In our work, UC/SC bladder management, male sex, and injury severity were identified as risk factors for multidrug resistance. Other studies have reported comparable findings [19, 23–25]. The most common risk factor was management with UC/SC. Other risk factors included a history of UTIs, previous antimicrobial therapy, and prolonged and repeated exposure to antimicrobials [26]. One of the basic measures for the prevention of multidrug resistance should be the early removal of indwelling catheters, and the prophylactic effect of management with CIC has been shown [27–30]. Another risk factor was spontaneous voiding. We consider this to be evidence of long-term colonization that persisted after switching from UC/SC to spontaneous voiding.

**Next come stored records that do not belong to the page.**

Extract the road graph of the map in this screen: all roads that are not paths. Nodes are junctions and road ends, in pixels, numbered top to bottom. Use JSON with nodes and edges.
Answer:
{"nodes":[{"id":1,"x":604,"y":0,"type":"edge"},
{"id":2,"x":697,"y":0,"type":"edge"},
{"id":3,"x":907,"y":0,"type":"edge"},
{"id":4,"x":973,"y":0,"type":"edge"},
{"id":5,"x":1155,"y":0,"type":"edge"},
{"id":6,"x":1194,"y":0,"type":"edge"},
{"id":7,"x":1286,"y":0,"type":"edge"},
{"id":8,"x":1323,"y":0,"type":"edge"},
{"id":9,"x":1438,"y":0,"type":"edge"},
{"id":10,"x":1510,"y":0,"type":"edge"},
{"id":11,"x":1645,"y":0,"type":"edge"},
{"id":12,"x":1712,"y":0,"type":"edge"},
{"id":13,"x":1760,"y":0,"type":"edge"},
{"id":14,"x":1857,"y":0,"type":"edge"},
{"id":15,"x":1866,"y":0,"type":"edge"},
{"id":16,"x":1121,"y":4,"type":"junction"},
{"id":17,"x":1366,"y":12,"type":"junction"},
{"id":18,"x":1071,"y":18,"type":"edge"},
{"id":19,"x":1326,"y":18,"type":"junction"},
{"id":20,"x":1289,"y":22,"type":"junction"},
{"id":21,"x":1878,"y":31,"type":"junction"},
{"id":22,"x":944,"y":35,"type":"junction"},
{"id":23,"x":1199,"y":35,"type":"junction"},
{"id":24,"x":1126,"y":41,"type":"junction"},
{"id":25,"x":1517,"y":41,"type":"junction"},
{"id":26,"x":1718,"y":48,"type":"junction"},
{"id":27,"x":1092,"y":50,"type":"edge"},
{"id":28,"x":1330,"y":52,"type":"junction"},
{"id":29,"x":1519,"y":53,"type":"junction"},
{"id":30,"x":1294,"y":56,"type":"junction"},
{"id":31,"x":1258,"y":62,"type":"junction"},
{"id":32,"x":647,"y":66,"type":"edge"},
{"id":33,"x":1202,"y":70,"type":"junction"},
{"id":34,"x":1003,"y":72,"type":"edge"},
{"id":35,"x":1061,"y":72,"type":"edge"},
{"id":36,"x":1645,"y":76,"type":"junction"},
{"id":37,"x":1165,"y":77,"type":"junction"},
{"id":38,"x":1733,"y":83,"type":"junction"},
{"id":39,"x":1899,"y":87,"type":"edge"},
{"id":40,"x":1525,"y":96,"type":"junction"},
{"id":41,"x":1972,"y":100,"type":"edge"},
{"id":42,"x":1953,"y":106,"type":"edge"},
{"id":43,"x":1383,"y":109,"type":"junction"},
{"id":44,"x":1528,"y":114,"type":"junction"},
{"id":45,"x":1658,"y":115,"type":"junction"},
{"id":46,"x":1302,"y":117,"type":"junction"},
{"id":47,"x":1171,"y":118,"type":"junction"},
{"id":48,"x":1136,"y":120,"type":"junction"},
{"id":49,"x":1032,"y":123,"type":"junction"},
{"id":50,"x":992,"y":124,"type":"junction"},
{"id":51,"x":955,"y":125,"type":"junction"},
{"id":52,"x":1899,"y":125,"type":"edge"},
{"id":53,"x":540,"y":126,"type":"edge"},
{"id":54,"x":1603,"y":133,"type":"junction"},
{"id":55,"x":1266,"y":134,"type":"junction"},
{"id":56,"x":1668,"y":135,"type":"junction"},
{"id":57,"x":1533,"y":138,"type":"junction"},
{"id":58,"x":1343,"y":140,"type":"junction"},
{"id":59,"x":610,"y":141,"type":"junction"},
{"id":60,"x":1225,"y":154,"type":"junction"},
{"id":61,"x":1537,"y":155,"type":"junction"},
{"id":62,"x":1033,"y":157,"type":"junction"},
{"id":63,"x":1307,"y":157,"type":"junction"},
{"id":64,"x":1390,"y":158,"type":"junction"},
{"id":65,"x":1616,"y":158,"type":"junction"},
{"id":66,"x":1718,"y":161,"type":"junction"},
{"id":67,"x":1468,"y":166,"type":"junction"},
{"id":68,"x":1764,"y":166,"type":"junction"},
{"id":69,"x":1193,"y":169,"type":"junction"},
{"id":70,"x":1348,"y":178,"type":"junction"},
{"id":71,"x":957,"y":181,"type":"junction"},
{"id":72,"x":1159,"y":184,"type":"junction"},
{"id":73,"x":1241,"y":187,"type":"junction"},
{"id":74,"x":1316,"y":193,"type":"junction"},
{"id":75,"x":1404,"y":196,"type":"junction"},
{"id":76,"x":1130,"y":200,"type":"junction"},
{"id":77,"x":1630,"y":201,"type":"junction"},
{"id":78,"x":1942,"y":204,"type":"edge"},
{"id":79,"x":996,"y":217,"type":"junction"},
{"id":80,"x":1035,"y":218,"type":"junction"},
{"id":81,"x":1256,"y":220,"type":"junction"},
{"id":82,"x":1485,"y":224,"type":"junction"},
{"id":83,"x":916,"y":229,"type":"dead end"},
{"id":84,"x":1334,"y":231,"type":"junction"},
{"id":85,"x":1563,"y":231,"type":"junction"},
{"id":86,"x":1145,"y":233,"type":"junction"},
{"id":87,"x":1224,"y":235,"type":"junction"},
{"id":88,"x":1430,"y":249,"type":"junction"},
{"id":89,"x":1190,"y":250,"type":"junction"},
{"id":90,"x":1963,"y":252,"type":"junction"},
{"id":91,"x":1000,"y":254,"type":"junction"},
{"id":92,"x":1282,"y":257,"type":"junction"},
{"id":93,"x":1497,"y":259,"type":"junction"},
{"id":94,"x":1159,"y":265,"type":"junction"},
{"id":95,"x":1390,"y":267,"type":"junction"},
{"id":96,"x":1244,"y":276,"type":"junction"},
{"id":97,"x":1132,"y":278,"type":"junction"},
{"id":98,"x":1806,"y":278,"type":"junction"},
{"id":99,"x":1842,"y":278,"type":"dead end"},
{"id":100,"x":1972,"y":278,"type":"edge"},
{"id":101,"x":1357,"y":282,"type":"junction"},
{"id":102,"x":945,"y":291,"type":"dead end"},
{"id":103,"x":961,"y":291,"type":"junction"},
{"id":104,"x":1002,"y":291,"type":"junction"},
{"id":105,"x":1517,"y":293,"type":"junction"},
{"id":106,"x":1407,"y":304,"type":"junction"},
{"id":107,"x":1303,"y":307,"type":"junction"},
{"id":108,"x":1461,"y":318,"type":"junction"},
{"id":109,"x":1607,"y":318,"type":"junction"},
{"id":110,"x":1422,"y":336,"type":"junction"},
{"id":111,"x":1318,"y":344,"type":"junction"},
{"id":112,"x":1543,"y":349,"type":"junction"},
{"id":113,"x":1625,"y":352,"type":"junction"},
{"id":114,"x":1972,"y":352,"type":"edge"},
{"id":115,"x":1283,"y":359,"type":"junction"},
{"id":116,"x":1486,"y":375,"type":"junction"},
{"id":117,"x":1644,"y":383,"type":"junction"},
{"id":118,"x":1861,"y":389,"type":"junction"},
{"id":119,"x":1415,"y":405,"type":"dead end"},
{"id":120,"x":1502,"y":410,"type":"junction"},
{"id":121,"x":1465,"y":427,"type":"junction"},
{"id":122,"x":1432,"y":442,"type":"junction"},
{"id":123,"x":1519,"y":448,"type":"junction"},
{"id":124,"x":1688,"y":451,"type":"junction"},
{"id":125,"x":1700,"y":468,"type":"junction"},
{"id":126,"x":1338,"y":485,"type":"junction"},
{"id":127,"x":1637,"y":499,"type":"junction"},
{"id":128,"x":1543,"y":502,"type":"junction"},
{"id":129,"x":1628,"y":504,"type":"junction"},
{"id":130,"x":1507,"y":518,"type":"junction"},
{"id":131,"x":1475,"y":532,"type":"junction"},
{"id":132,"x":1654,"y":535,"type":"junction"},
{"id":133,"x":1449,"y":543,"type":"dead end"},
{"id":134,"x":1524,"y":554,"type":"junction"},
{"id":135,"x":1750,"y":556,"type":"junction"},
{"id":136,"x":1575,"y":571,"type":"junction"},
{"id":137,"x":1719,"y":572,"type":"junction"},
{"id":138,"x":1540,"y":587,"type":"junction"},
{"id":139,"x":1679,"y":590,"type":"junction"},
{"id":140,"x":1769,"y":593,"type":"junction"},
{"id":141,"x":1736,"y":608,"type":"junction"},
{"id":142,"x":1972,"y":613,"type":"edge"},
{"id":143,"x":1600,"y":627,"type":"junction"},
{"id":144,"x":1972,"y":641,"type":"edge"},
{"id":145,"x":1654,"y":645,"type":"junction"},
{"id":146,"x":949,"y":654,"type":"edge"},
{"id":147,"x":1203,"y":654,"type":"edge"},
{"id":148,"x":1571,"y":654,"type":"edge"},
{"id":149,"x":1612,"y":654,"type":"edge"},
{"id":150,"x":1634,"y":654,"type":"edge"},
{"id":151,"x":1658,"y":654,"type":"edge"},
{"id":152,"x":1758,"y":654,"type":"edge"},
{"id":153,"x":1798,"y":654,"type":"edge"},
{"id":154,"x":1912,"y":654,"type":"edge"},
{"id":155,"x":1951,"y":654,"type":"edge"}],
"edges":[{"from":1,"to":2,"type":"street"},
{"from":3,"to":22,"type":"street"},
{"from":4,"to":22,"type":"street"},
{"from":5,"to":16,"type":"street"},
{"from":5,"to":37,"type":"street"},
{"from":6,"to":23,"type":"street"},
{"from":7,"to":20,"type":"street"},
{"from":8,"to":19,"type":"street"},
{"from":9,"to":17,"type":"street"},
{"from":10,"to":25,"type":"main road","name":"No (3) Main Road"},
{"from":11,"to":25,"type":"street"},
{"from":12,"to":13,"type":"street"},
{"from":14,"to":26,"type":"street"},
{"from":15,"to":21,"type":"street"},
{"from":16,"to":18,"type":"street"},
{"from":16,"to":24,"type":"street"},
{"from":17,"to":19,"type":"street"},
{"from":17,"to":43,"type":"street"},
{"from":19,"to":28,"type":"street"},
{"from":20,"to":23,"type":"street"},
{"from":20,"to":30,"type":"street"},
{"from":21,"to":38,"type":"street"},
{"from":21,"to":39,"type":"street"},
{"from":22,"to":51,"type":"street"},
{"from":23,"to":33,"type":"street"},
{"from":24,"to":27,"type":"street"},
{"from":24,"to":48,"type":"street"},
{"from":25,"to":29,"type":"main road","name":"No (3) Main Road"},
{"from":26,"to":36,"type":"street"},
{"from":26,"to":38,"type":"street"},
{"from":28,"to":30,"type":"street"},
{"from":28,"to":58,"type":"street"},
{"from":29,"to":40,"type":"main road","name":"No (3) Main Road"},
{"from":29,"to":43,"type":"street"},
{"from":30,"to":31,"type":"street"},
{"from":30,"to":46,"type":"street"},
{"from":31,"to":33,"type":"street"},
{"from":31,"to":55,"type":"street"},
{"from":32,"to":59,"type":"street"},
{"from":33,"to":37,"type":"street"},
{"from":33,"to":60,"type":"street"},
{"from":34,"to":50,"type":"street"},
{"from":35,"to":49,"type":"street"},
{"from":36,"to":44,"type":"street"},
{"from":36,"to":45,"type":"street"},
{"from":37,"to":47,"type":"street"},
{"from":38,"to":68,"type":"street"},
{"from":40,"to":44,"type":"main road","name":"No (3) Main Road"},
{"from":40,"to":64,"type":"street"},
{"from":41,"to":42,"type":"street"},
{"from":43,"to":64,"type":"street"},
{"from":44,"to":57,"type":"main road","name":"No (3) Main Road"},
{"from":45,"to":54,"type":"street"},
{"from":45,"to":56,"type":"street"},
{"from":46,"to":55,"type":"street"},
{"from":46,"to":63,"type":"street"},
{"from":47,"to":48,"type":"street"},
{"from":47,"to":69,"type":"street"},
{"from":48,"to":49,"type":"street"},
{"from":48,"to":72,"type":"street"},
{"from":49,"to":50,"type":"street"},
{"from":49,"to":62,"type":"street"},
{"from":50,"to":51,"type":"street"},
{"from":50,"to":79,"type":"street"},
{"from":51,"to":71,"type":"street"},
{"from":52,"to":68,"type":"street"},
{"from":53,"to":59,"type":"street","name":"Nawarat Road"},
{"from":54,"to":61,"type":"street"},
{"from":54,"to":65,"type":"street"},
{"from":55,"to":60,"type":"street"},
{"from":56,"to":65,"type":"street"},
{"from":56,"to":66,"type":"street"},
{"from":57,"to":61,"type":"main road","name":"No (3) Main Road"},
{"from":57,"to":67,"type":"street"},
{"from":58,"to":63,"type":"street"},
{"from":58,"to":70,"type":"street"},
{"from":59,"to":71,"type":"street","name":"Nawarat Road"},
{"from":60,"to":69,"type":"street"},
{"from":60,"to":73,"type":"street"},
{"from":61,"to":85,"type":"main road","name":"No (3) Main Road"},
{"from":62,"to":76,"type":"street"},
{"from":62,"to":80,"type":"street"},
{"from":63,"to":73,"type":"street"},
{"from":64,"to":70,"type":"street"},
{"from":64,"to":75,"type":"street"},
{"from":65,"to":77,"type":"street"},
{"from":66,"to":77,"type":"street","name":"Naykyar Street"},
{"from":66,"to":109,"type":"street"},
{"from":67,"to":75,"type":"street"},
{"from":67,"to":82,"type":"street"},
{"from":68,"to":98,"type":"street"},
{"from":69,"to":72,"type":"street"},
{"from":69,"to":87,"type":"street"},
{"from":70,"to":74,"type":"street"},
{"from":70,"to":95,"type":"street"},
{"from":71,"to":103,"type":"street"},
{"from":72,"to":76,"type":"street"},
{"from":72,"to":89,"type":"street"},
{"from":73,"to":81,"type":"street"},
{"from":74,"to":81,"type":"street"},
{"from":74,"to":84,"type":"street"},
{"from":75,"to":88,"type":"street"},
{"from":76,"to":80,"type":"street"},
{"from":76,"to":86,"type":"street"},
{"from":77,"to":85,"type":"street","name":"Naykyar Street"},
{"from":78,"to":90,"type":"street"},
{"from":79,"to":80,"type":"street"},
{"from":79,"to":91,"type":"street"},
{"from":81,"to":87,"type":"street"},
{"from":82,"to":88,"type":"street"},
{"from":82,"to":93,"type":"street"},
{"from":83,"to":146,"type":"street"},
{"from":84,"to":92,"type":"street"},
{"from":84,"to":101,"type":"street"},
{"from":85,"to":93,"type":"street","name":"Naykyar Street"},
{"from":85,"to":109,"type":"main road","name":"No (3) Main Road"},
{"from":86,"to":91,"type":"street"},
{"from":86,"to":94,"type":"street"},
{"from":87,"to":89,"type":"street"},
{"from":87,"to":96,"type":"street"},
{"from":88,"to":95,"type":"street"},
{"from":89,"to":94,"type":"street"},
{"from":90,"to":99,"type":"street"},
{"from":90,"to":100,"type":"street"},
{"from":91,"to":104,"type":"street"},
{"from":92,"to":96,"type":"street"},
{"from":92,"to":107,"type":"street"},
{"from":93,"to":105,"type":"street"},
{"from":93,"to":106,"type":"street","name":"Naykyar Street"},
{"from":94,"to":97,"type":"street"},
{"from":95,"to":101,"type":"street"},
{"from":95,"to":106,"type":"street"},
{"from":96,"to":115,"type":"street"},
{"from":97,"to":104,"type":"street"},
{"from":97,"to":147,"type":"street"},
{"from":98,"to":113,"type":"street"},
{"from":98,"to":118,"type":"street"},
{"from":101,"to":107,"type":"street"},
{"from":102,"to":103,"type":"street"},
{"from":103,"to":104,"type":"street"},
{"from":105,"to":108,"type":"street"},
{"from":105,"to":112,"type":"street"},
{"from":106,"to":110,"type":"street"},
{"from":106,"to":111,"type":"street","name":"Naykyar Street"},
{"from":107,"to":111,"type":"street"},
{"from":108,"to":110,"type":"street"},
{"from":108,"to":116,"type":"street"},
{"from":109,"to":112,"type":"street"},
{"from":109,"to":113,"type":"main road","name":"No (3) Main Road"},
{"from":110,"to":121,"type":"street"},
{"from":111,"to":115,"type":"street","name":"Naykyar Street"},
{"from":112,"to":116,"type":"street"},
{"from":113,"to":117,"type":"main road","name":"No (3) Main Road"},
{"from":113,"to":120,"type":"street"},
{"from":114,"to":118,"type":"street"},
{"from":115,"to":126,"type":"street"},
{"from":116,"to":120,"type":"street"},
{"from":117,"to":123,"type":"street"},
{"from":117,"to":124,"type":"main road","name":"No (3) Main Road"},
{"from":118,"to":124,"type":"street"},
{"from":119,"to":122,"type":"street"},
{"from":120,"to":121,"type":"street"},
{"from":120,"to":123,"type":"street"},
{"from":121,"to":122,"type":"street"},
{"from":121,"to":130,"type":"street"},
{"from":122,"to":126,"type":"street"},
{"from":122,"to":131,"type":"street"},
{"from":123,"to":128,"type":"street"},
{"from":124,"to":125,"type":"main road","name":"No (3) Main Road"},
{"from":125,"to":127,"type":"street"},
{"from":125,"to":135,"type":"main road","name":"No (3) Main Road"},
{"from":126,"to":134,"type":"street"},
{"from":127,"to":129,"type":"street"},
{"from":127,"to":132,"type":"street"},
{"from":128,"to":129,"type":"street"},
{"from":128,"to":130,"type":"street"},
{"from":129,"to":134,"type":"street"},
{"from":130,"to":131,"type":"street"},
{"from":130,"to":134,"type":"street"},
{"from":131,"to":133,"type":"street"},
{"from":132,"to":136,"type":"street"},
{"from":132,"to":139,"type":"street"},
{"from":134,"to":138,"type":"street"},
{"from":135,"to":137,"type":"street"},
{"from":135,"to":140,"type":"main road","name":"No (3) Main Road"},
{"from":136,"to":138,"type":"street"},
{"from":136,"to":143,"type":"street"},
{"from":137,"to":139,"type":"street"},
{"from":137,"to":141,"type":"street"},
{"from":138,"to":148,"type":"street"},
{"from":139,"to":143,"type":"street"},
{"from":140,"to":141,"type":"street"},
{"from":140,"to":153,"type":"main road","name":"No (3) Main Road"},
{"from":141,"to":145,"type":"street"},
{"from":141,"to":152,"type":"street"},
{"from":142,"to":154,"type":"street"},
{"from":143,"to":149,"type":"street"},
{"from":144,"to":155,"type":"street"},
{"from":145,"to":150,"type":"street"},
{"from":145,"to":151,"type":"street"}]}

The results of our work showed a high level of resistance to commonly used antibiotics, especially aminopenicillins, amoxicillin-clavulanic acid, cephalosporins, fluoroquinolones and SMX-TMP, which are commonly used to treat UTIs. Our results correspond to the findings in other studies [12, 25, 31].
Our work is limited by a number of factors. The first factor is that it was a retrospective collection of data from one center. Although the sample size was relatively large, the findings need to be validated in a multicenter study. Second, clinically symptomatic infections and asymptomatic bacteriuria were not considered separately. Third, the results of the study could have been affected by regional trends, established clinical practices, and local antibiotic policies.